_TASK INSTRUCTIONS_
The records are to be reproduced verbatim.

Dataset records

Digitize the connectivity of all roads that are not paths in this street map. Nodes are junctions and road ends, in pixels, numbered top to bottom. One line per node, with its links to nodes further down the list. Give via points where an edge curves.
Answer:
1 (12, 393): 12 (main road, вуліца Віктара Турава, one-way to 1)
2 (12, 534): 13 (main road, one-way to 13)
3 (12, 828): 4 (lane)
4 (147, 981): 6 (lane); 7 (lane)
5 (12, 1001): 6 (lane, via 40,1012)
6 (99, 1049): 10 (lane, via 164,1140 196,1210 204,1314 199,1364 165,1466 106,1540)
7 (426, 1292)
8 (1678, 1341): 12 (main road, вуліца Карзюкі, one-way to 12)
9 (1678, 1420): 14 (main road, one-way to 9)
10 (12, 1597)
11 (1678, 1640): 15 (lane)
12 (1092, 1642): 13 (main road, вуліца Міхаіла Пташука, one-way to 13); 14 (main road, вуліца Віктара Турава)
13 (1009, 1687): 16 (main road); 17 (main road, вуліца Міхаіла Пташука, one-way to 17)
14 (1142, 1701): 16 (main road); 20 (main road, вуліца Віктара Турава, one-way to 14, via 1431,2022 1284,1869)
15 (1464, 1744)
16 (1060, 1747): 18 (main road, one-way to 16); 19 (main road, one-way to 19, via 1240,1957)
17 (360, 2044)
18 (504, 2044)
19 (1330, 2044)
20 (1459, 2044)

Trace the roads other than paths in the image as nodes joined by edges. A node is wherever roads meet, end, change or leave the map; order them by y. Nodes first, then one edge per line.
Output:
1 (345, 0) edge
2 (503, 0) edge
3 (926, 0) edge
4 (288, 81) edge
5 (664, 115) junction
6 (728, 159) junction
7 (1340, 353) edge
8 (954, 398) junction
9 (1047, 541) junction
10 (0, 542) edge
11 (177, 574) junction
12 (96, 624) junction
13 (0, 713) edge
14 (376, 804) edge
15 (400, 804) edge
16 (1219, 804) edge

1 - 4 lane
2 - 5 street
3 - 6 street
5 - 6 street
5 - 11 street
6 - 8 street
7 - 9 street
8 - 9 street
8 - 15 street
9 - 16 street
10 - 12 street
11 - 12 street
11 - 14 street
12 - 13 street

_RESPONSE_
Digitize the connectivity of all roads that are not paths in this street map. Nodes are junctions and road ends, in pixels, numbered top to bottom. One line per node, with its links to nodes further down the list. Give via points where an edge curves.
Answer:
1 (12, 393): 12 (main road, вуліца Віктара Турава, one-way to 1)
2 (12, 534): 13 (main road, one-way to 13)
3 (12, 828): 4 (lane)
4 (147, 981): 6 (lane); 7 (lane)
5 (12, 1001): 6 (lane, via 40,1012)
6 (99, 1049): 10 (lane, via 164,1140 196,1210 204,1314 199,1364 165,1466 106,1540)
7 (426, 1292)
8 (1678, 1341): 12 (main road, вуліца Карзюкі, one-way to 12)
9 (1678, 1420): 14 (main road, one-way to 9)
10 (12, 1597)
11 (1678, 1640): 15 (lane)
12 (1092, 1642): 13 (main road, вуліца Міхаіла Пташука, one-way to 13); 14 (main road, вуліца Віктара Турава)
13 (1009, 1687): 16 (main road); 17 (main road, вуліца Міхаіла Пташука, one-way to 17)
14 (1142, 1701): 16 (main road); 20 (main road, вуліца Віктара Турава, one-way to 14, via 1431,2022 1284,1869)
15 (1464, 1744)
16 (1060, 1747): 18 (main road, one-way to 16); 19 (main road, one-way to 19, via 1240,1957)
17 (360, 2044)
18 (504, 2044)
19 (1330, 2044)
20 (1459, 2044)

Trace the roads other than paths in the image as nodes joined by edges. A node is wherever roads meet, end, change or leave the map; order them by y. Nodes first, then one edge per line.
Output:
1 (345, 0) edge
2 (503, 0) edge
3 (926, 0) edge
4 (288, 81) edge
5 (664, 115) junction
6 (728, 159) junction
7 (1340, 353) edge
8 (954, 398) junction
9 (1047, 541) junction
10 (0, 542) edge
11 (177, 574) junction
12 (96, 624) junction
13 (0, 713) edge
14 (376, 804) edge
15 (400, 804) edge
16 (1219, 804) edge

1 - 4 lane
2 - 5 street
3 - 6 street
5 - 6 street
5 - 11 street
6 - 8 street
7 - 9 street
8 - 9 street
8 - 15 street
9 - 16 street
10 - 12 street
11 - 12 street
11 - 14 street
12 - 13 street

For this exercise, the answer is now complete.